[Items from a dataset]
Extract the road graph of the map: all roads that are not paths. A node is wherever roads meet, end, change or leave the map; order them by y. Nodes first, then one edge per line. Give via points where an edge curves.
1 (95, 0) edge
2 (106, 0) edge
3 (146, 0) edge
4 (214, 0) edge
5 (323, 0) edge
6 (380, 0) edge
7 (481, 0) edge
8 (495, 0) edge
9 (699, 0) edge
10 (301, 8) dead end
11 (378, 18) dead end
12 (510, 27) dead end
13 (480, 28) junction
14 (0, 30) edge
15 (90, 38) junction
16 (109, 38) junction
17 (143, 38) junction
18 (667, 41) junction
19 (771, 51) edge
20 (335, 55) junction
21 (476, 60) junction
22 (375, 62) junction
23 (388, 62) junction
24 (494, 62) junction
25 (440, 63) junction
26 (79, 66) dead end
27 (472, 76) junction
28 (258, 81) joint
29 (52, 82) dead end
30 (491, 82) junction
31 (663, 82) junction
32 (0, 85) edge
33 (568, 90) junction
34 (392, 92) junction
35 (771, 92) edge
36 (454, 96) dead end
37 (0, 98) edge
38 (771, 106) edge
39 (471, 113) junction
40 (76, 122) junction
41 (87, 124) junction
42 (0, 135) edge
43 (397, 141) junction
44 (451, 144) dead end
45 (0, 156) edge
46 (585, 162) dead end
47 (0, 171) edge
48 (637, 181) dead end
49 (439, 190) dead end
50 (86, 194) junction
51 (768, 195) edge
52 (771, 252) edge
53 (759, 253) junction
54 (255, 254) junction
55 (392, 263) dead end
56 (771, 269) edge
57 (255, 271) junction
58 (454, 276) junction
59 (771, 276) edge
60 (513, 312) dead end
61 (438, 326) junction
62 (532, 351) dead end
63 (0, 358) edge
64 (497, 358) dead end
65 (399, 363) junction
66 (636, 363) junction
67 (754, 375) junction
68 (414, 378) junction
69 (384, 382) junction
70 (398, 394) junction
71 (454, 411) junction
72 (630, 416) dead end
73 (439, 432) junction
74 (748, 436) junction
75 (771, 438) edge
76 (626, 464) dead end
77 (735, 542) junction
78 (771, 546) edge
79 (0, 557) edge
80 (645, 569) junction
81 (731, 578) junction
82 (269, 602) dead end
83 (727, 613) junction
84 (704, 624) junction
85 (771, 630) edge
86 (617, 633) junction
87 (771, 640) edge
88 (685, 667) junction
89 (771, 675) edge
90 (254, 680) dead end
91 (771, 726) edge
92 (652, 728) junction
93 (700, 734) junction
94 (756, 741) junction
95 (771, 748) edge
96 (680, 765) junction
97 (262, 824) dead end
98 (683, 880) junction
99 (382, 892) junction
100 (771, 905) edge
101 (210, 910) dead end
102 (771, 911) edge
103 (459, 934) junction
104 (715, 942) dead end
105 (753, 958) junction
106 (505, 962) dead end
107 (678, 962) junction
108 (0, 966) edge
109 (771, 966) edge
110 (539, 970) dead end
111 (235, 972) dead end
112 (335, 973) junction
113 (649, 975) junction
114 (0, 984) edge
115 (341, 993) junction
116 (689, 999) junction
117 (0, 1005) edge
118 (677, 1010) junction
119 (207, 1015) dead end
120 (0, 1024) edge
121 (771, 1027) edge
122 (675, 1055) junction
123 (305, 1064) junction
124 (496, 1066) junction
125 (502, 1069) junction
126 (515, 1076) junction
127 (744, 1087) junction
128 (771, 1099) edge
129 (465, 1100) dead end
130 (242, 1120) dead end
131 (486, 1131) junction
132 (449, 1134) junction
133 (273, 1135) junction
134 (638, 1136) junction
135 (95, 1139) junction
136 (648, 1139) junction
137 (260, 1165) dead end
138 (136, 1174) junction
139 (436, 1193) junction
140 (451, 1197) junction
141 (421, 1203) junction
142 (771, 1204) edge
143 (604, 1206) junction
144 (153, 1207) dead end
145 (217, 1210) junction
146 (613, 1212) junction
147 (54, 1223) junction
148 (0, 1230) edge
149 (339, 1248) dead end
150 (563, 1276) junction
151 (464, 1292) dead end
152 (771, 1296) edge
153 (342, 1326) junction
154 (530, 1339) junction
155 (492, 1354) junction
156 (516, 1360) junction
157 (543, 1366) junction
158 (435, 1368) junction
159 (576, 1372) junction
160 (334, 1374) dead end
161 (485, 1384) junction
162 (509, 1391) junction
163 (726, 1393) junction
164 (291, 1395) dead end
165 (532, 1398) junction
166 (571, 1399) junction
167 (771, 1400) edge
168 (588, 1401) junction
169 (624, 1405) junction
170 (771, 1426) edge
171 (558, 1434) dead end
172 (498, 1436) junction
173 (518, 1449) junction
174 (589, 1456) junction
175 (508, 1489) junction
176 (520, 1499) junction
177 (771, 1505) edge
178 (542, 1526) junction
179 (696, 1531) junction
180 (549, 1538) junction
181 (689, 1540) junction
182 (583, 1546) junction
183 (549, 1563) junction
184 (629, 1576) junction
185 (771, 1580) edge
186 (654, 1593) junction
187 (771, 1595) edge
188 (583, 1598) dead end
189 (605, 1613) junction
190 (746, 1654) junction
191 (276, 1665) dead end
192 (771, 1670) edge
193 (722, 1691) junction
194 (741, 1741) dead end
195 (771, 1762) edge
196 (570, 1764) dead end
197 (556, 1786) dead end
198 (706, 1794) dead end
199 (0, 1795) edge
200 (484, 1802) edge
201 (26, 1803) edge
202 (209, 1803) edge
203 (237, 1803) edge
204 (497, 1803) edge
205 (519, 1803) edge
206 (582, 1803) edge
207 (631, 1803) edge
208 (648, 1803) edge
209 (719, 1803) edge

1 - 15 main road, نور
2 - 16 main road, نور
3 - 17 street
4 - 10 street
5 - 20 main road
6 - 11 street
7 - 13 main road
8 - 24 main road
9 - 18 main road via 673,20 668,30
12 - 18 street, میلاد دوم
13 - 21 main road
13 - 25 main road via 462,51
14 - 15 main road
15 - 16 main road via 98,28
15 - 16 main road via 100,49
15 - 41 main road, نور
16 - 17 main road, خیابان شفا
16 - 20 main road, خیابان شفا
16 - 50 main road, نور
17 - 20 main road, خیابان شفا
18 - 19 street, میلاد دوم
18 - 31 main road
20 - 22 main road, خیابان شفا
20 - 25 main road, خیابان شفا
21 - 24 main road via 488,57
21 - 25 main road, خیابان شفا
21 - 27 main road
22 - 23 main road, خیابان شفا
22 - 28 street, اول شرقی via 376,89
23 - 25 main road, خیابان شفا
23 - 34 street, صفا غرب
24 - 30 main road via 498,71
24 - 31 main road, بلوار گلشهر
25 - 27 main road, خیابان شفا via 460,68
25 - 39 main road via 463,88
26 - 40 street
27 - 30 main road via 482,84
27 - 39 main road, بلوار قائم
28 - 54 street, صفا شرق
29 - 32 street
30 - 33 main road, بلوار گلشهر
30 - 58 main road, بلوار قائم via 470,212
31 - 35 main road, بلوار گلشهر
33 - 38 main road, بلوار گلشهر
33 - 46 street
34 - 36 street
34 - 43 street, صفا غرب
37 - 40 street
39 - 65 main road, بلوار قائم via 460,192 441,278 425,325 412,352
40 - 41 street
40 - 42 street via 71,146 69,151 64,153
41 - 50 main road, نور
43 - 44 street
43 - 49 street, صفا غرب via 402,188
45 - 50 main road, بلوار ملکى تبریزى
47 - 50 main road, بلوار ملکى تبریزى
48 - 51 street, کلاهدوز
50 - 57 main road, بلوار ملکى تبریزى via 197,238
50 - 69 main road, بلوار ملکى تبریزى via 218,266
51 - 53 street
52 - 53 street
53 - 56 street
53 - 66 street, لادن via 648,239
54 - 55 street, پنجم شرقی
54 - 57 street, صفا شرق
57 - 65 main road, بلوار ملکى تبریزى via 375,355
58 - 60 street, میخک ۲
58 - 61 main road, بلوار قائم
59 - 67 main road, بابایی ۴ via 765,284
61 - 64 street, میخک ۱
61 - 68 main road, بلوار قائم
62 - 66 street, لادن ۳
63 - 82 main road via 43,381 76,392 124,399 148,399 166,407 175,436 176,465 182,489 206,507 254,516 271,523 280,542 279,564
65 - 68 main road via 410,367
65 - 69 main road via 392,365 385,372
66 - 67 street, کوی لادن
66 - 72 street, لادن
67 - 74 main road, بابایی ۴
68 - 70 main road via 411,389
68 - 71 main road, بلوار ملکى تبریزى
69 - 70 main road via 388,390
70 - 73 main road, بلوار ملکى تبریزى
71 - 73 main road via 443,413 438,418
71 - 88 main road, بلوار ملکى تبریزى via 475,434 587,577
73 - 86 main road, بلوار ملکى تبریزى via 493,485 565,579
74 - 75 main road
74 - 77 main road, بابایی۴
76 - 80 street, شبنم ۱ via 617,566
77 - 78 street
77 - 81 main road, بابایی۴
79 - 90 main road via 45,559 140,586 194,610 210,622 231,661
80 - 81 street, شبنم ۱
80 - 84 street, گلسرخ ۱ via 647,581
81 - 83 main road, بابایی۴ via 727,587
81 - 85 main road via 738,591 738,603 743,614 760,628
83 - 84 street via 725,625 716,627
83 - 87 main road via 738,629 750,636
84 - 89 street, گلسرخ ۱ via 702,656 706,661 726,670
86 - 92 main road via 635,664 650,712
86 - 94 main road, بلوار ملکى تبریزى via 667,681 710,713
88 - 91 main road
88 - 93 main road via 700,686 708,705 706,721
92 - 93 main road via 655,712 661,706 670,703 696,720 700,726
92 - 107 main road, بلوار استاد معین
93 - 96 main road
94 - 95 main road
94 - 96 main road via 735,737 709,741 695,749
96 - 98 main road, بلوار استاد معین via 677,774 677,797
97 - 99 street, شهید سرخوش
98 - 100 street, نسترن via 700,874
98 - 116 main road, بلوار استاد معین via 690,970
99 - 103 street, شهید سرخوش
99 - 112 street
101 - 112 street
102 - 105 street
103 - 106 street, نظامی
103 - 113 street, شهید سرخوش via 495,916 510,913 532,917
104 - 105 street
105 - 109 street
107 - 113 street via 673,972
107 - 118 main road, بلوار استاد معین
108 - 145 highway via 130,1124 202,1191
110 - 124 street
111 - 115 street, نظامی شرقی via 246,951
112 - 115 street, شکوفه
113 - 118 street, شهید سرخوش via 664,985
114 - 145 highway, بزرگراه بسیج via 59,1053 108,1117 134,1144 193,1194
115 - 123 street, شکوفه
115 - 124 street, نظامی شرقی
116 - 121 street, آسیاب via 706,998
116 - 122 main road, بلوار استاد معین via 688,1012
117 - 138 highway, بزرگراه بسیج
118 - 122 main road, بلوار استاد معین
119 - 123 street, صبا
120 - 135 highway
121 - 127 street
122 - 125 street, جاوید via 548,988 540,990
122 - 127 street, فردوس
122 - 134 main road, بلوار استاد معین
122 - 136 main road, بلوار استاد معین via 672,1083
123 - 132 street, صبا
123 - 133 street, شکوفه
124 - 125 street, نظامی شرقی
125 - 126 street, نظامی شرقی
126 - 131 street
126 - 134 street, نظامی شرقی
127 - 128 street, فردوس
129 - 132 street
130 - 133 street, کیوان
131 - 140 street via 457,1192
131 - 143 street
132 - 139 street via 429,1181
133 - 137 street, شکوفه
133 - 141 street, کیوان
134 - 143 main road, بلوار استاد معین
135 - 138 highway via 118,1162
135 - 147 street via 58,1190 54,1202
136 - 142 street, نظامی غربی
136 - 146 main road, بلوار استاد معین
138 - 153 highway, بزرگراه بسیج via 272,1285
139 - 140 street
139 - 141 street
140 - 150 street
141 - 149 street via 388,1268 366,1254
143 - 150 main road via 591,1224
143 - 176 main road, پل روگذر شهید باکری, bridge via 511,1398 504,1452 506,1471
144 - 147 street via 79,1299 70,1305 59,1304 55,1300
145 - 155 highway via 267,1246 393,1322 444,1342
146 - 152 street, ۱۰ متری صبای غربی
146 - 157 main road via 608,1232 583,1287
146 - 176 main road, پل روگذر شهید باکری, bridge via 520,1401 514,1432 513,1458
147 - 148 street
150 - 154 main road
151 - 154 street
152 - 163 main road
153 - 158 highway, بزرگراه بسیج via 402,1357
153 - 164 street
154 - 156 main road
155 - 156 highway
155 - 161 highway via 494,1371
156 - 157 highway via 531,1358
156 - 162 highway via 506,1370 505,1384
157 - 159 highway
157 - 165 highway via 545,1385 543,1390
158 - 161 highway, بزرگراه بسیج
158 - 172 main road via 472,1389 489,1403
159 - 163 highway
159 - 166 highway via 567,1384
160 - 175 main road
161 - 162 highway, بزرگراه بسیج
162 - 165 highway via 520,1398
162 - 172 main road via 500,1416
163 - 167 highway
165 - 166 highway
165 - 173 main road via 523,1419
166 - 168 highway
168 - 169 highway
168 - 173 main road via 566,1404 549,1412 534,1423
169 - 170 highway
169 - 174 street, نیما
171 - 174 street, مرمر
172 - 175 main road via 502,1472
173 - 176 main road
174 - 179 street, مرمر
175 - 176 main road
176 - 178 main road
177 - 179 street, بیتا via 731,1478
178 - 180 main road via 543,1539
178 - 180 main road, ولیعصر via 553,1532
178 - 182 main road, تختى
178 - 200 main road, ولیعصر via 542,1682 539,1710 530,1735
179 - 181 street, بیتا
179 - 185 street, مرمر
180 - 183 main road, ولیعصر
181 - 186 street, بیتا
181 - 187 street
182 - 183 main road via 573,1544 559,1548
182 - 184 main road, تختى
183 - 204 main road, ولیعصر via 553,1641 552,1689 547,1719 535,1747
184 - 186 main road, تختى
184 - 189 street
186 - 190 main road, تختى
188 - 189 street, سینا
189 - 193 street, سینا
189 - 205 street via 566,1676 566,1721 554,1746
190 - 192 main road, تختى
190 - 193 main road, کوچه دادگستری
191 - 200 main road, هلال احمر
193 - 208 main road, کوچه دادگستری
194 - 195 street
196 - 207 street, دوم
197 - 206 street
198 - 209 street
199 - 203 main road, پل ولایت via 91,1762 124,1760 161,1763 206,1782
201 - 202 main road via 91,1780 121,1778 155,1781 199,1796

### WORK INSTRUCTION
The answer must consist of every line in the records above that contains the word "گلشهر".

### SOLUTION BELOW
24 - 31 main road, بلوار گلشهر
30 - 33 main road, بلوار گلشهر
31 - 35 main road, بلوار گلشهر
33 - 38 main road, بلوار گلشهر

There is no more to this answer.